Granite Tiles, Countertops, Mosaics, & More


Crema Bordeaux Granite a beautiful option for homes in Bellevue, Kent, Renton, or Tacoma
Crema Bordeaux solid surface countertop with a matching Crema Bordeaux backsplash.

Strong, durable, and with thousands of colors and varieties, granite is a popular and well-known natural stone. Whether used on countertops, floors, or shower walls, granite is a visually striking item that can add to the resale value of your home.

Where can I use granite?


Backsplash of reclaimed granite samples
This granite backsplash features over 10 different granite colors

Granite's smooth polished surface, durability, and bold colors make it a popular option for counters, floors, and walls. It is durable enough to be used in kitchens and on high-traffic floors; all it needs is a sealer to protect it from staining and a stone-specific cleaner to help extend it's life.

 

When using granite on a floor, take a moment to consider slip resistance. A polished surface can be incredibly hazardous in an entryway, kitchen, or bathroom where someone with wet feet can slip and fall. If you have your heart set on a granite floor but are concerned about safety, we recommend using InvisaTread to add a layer of traction without detracting from the beauty of your stone.

Solid Surface Granite Countertops

Granite slabs from Brazil, India, China, and beyond, stocked in Seattle, Kent, and Fife

The clean, seamless look of a solid surface granite countertop is both beautiful and timeless. We can order almost every available color of granite in a solid surface form; and we'll give you a competitive price quote that includes the cost of materials, fabrication, and installation. We even have a special partnership with a local fabricator; you can get select popular granite colors starting at just $49 per square foot installed! Learn more about our granite countertop program!

Seal your natural stone! Granite needs to be sealed.


Many people falsely believe that because granite is polished, it's non-porous or doesn't need sealing. But granite is a porous natural stone, and as such it needs a sealer to protect it from staining. A cheap, low-quality sealer will wear off in as little as six months and can discolor natural stone and release chemical fumes, so invest in a high-quality sealer. 

 

For polished granite, we recommend Sealer's Choice Gold, a 15 year sealer that won't affect the look of your granite. This water-based sealer is safe for food-prep areas, so there are no harmful chemicals in your kitchen counters.

 

Do NOT use a solvent-based sealer on granite. Many granite slabs have a wax coating for increased shine, and the solvent will dissolve the wax, creating a messy, uneven surface.

 

To learn more about the different types of sealers, visit our Sealer page.

How do I clean my granite?


Granite is extremely durable, and can withstand most basic houshold cleaners. However, to extend the lifetime of your granite and protect its polished surface, we recommend a stone specific cleaner such as AquaKleen.

 

For polished countertops, we recommend Stone Clean & Shine, which cleans, degreases, and adds a bit of shine with each cleaning. If you get scratches and mild wear in the polished surface of your stone, we recommend Brilliance polishing cream to help restore scuffs and damage.

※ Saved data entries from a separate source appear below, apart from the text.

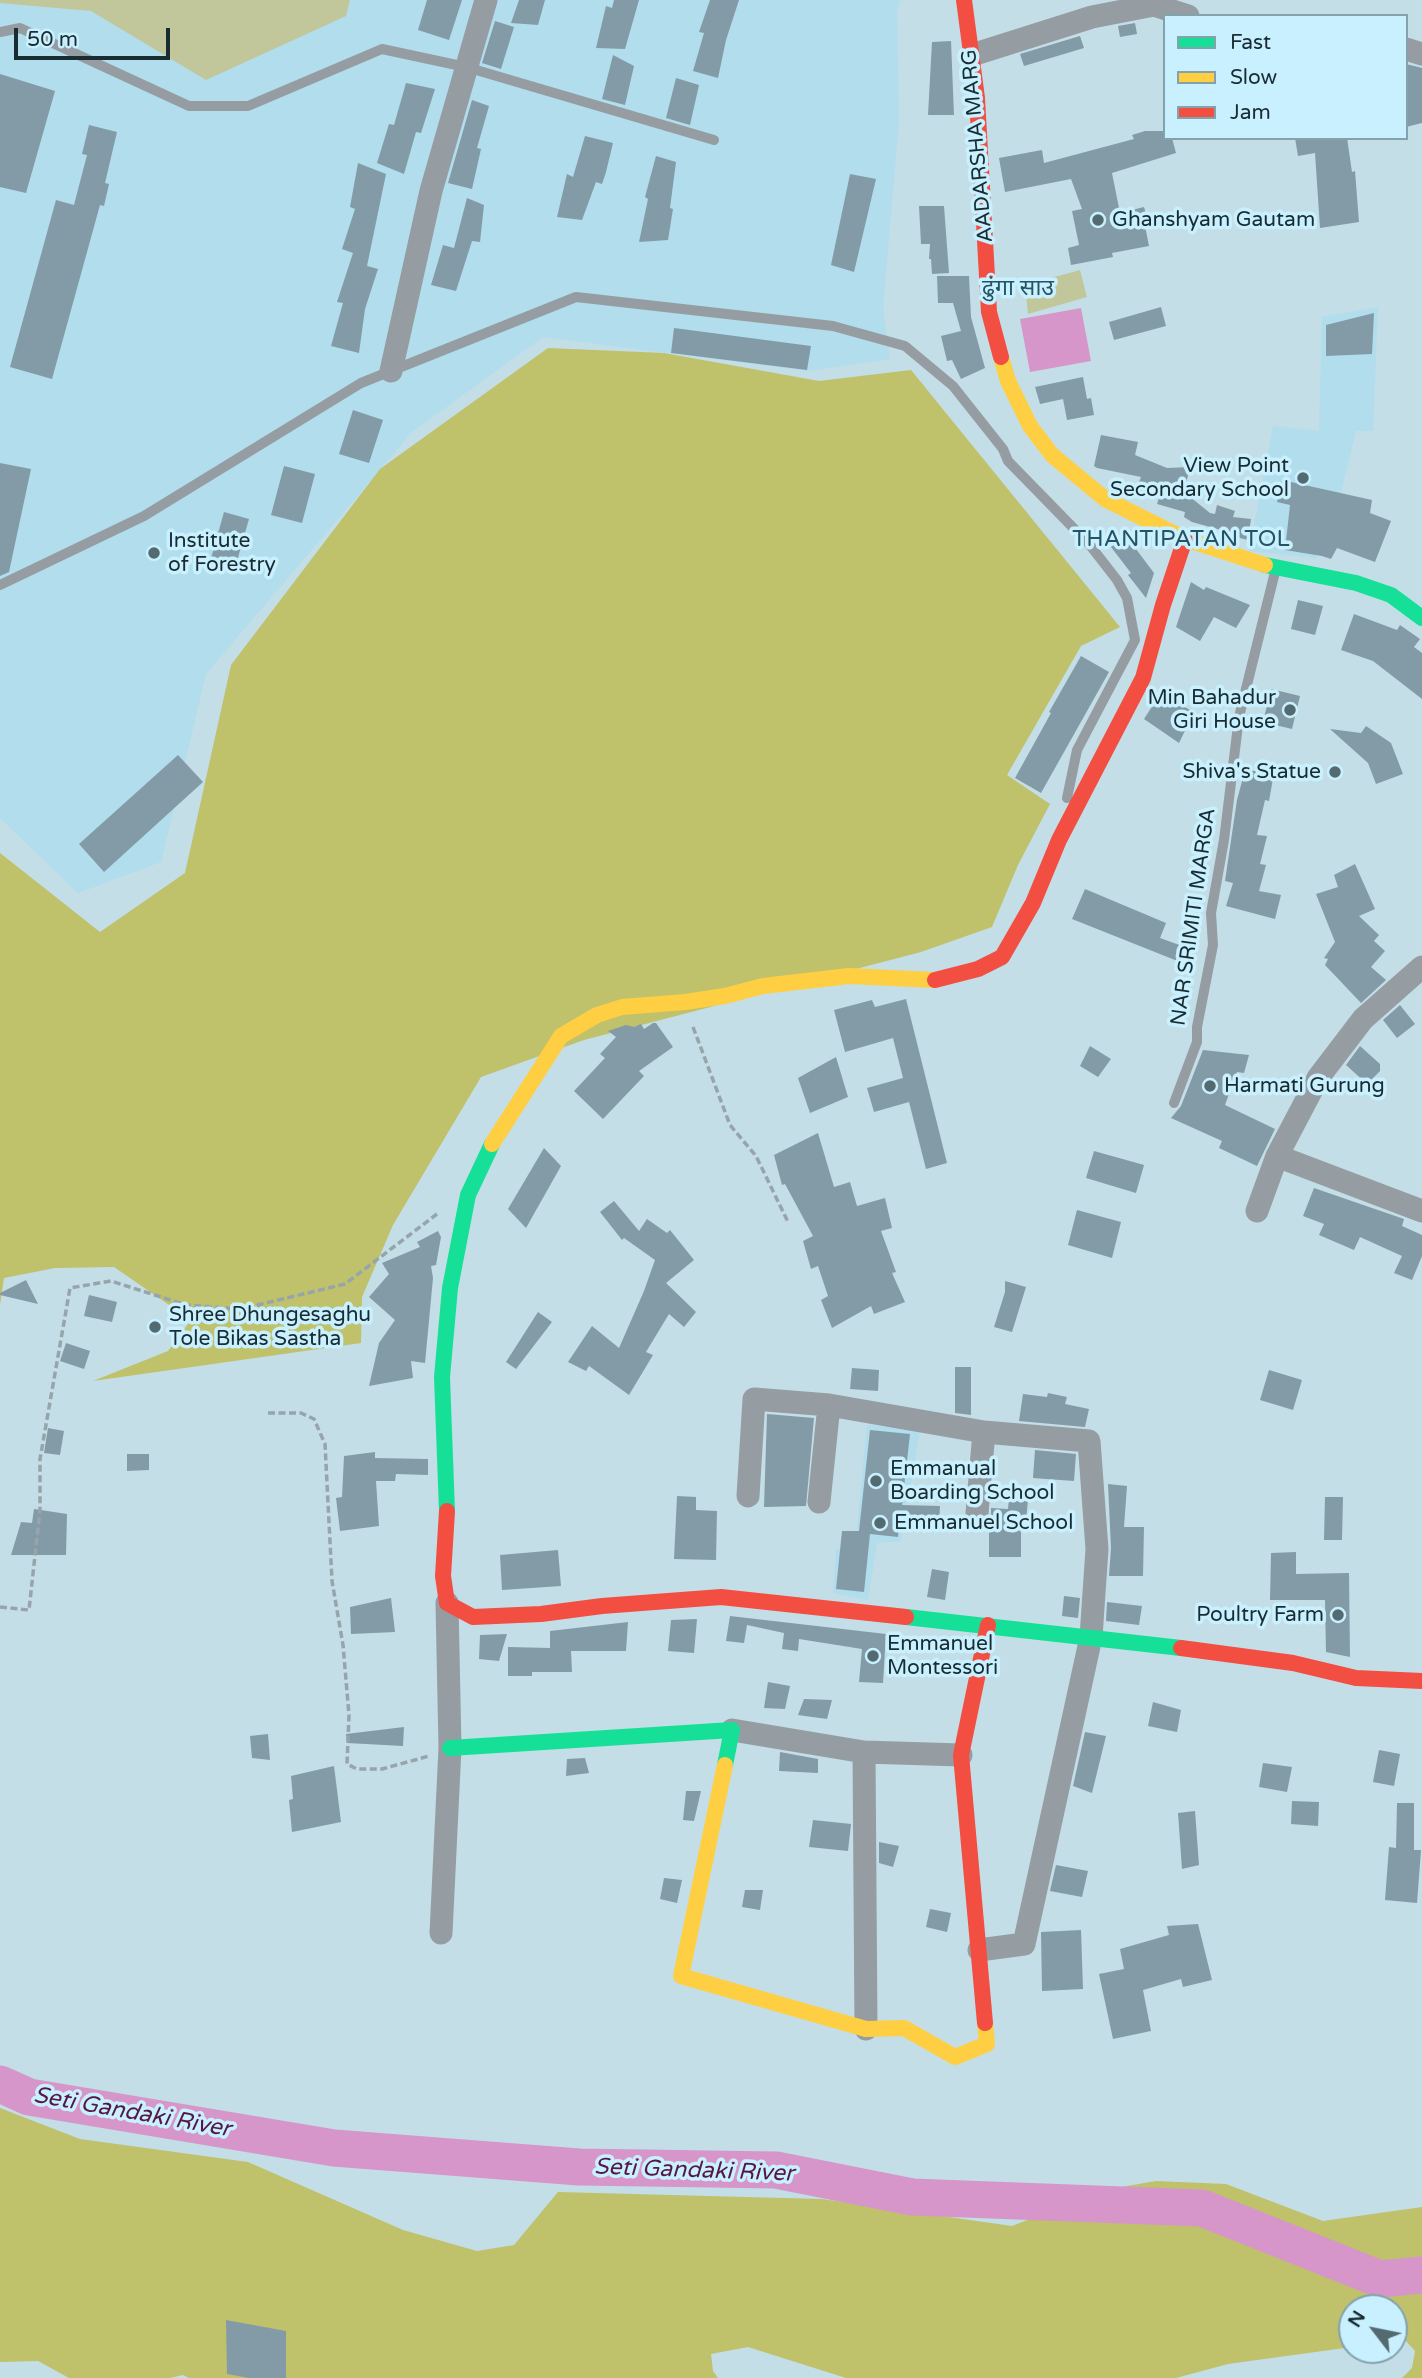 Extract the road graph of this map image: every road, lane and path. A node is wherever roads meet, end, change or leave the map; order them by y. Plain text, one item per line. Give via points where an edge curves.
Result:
1 (486, 0) edge
2 (964, 0) edge
3 (1182, 14) edge
4 (0, 33) edge
5 (972, 55) junction
6 (466, 67) junction
7 (714, 141) dead end
8 (391, 372) junction
9 (1185, 540) junction
10 (1276, 568) junction
11 (0, 585) edge
12 (1422, 618) edge
13 (1059, 840) junction
14 (1422, 967) edge
15 (685, 1002) junction
16 (1174, 1103) dead end
17 (1277, 1156) junction
18 (468, 1195) junction
19 (1257, 1211) dead end
20 (1422, 1211) edge
21 (788, 1222) dead end
22 (829, 1405) junction
23 (268, 1413) dead end
24 (984, 1432) junction
25 (748, 1496) dead end
26 (818, 1502) dead end
27 (977, 1513) dead end
28 (447, 1602) junction
29 (0, 1607) edge
30 (988, 1625) junction
31 (1091, 1637) junction
32 (1422, 1681) edge
33 (732, 1730) junction
34 (450, 1748) junction
35 (864, 1752) junction
36 (961, 1755) junction
37 (441, 1933) dead end
38 (979, 1950) junction
39 (866, 2029) junction

1 - 6 street
2 - 5 street, AADARSHA MARG
3 - 5 street via 1154,5 1092,17
4 - 6 lane via 20,28 189,106 248,106 382,49
5 - 9 street, AADARSHA MARG via 989,312 1008,381 1030,426 1072,474 1105,499
6 - 7 lane
6 - 8 street via 431,191
8 - 11 lane via 361,383 144,516
8 - 13 lane via 576,297 833,326 905,346 953,386 1008,461 1089,544 1128,598 1135,640 1077,750
9 - 10 street, AADARSHA MARG
9 - 13 street via 1143,678
10 - 12 street, AADARSHA MARG via 1356,583 1391,595
10 - 16 lane, NAR SRIMITI MARGA via 1239,717 1197,1042
13 - 15 street via 1033,903 1002,957 978,969 932,981 849,976 763,986
14 - 17 street via 1363,1019 1318,1077
15 - 18 street via 622,1007 597,1015 561,1036 495,1135
15 - 21 path via 730,1125 756,1156
17 - 19 street
17 - 20 street
18 - 28 street via 450,1288 442,1377
18 - 29 path via 455,1200 345,1284 242,1309 186,1305 111,1281 70,1288 40,1459 40,1510 29,1610
22 - 24 street
22 - 25 street via 754,1399
22 - 26 street
23 - 34 path via 301,1413 314,1419 325,1444 332,1580 349,1714 347,1764 357,1769 382,1769
24 - 27 street
24 - 31 street via 1089,1441 1097,1549
28 - 30 street via 473,1617 721,1597
28 - 34 street
30 - 31 street
30 - 36 street
31 - 32 street via 1293,1663 1356,1678
31 - 38 street via 1024,1944
33 - 34 street
33 - 35 street
33 - 39 street via 681,1976
34 - 37 street
35 - 36 street
35 - 39 street
36 - 38 street
38 - 39 street via 987,2044 955,2057 904,2028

Avoid strong cleaners and chemicals. Ammonia-based window cleaners, all natural cleaners with an acid base (citrus or vinegar), and bleach-infused cleaning wipes will dull your granite and remove your sealer with repeated use.

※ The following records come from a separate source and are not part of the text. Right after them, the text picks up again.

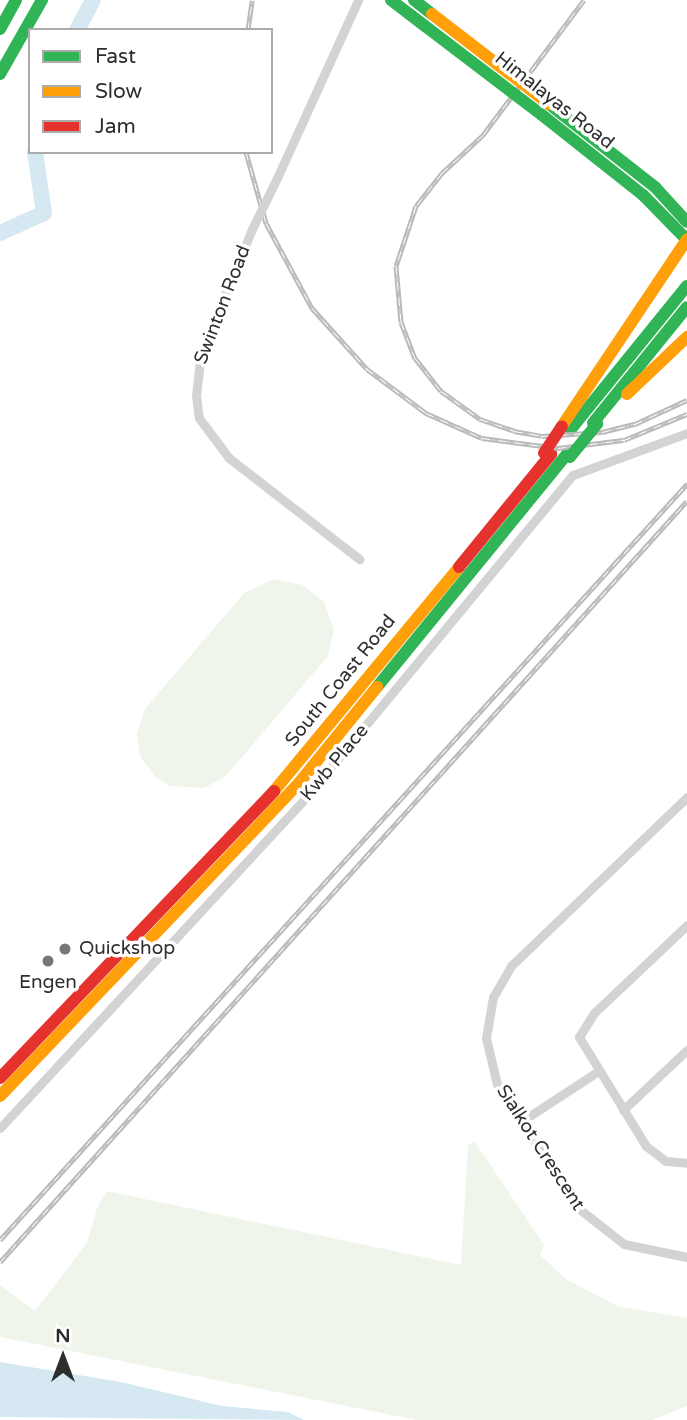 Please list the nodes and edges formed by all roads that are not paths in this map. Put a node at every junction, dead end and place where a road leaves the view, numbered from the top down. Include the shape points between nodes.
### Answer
1 (16, 0) edge
2 (42, 0) edge
3 (358, 0) edge
4 (391, 0) edge
5 (414, 0) edge
6 (0, 29) edge
7 (0, 74) edge
8 (687, 222) edge
9 (687, 239) edge
10 (687, 286) edge
11 (687, 307) edge
12 (687, 337) edge
13 (595, 423) junction
14 (567, 428) junction
15 (687, 433) edge
16 (558, 456) junction
17 (359, 559) dead end
18 (687, 797) edge
19 (687, 925) edge
20 (687, 1050) edge
21 (597, 1072) junction
22 (0, 1078) edge
23 (0, 1096) edge
24 (623, 1110) junction
25 (519, 1123) junction
26 (0, 1128) edge
27 (687, 1163) edge
28 (687, 1257) edge

1 - 6 main road
2 - 7 main road
3 - 17 street, Swinton Road, bridge via 252,229 201,352 196,395 199,418 229,458
4 - 9 main road, Himalayas Road, bridge via 621,176
5 - 8 main road, Himalayas Road, bridge via 655,187
9 - 14 main road
10 - 14 main road
11 - 13 main road, South Coast Road
12 - 13 main road
13 - 16 main road, South Coast Road, bridge
14 - 16 main road, bridge
15 - 26 street, Kwb Place via 573,475 307,796
16 - 22 main road, South Coast Road via 522,490 284,781
16 - 23 main road, South Coast Road via 299,783
18 - 25 street, Sialkot Crescent via 502,977 486,1038 497,1084
19 - 21 street via 581,1029 580,1042
20 - 24 street
21 - 24 street
21 - 25 street
24 - 27 street via 654,1154 672,1163
25 - 28 street, Sialkot Crescent via 591,1222 632,1248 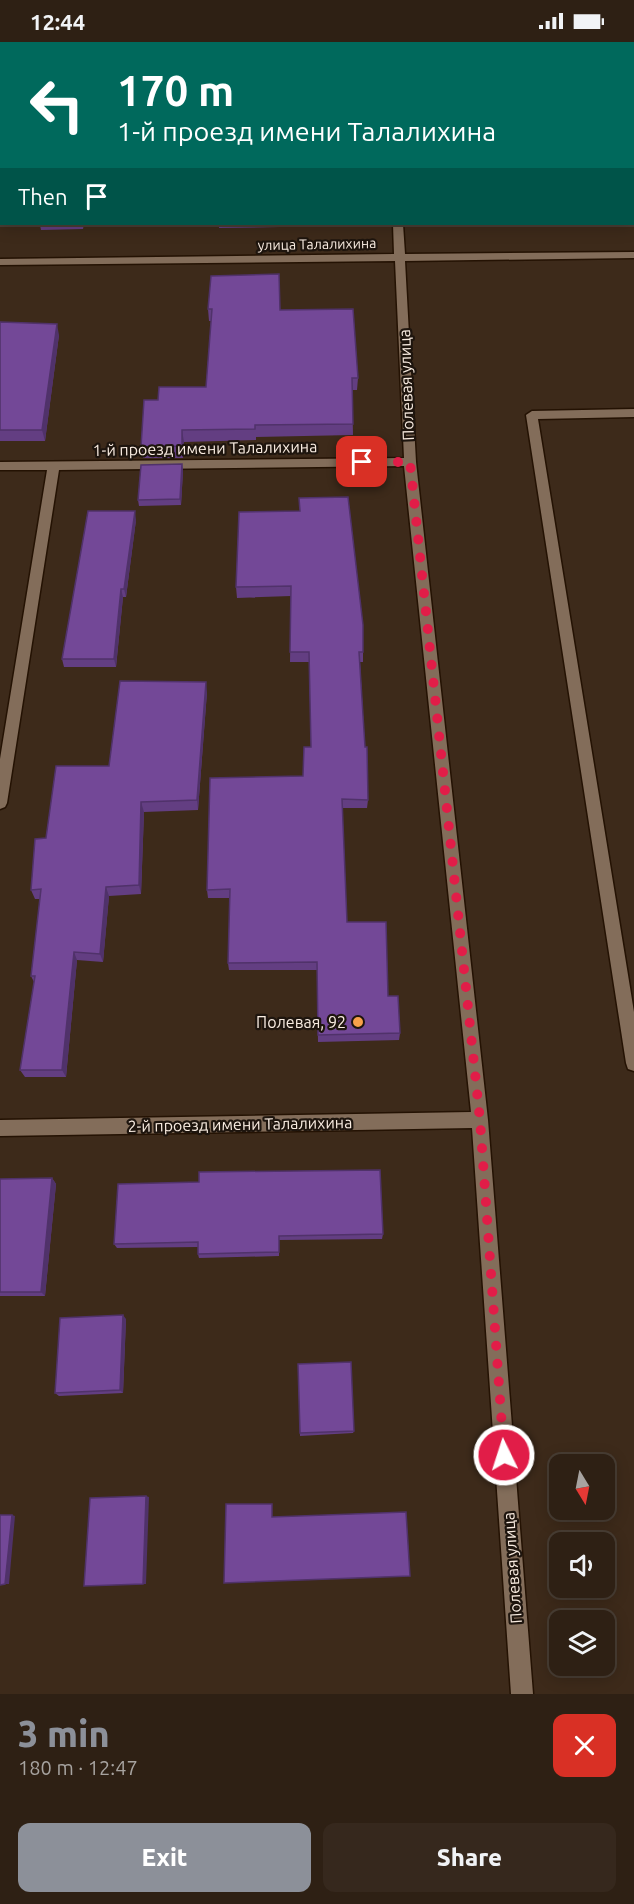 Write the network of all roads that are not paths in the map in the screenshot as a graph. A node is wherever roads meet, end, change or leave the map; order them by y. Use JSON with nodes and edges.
{"nodes":[{"id":1,"x":398,"y":225,"type":"edge"},
{"id":2,"x":634,"y":255,"type":"edge"},
{"id":3,"x":401,"y":258,"type":"junction"},
{"id":4,"x":0,"y":262,"type":"edge"},
{"id":5,"x":634,"y":413,"type":"edge"},
{"id":6,"x":410,"y":462,"type":"junction"},
{"id":7,"x":54,"y":465,"type":"junction"},
{"id":8,"x":0,"y":466,"type":"edge"},
{"id":9,"x":0,"y":803,"type":"edge"},
{"id":10,"x":634,"y":1063,"type":"edge"},
{"id":11,"x":480,"y":1120,"type":"junction"},
{"id":12,"x":0,"y":1128,"type":"edge"},
{"id":13,"x":522,"y":1694,"type":"edge"}],
"edges":[{"from":1,"to":3,"type":"street","name":"Полевая улица"},
{"from":2,"to":3,"type":"street","name":"улица Талалихина"},
{"from":3,"to":4,"type":"street","name":"улица Талалихина"},
{"from":3,"to":6,"type":"street","name":"Полевая улица"},
{"from":5,"to":10,"type":"street"},
{"from":6,"to":7,"type":"street","name":"1-й проезд имени Талалихина"},
{"from":6,"to":11,"type":"street","name":"Полевая улица"},
{"from":7,"to":8,"type":"street","name":"1-й проезд имени Талалихина"},
{"from":7,"to":9,"type":"street"},
{"from":11,"to":12,"type":"street","name":"2-й проезд имени Талалихина"},
{"from":11,"to":13,"type":"street","name":"Полевая улица"}]}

To disinfect and kill germs, we recommend isopropyl alcohol. It will kill bacteria without harming the granite.

 

As long as you have a good stone cleaner and a long-lasting sealer on your granite, it will stay beautiful for a very long time.

 

To learn more about taking care of natural stone, visit our Cleaning and Maintenance page.

What about radon in granite? Is granite a health risk?


Radon is a naturally occuring radioactive gas emitted by a wide range of natural stones, soil, and water. It seeps into the air and, in large quantities, can cause health issues and cancer.

 

Over the past decade, there has been a lot of talk and concerns about the levels of radon gas emitted by granite tiles and countertops. 

 

The truth is: Yes, granite emits radon. But don't swear off the stone just yet: dozens of studies by scientists and the EPA have measured the radon output of hundreds of granite colors, and found radon levels to be far, far lower than the amount that the EPA considers safe. Claims of unacceptably high radon output have been criticized. The soil under your house is much more likely to emit radon than the granite slab in your kitchen, as illustrated in the chart below.

Pie chart graph on Radon sources: almost 70% is from soil, only 2.5% is from building materials such as granite.
This chart from the Marble Institute of America illustrates the sources of radon in the air we breathe. Less than 3% comes from building materials such as granite!

The Marble Institute of America, the authority on stone reasearch and knowledge for construction in the US, published a fact sheet on Granite and Radon, and continually publishes the findings of scientific research into the safety of natural stone.

 

We recommend the Safe Granite Blog for more links, studies, and information about radon levels and granite.

 

If you are still concerned about radon levels but want to keep granite as an option, consider buying a radon test kit. These cost $15-$26, depending upon the kit.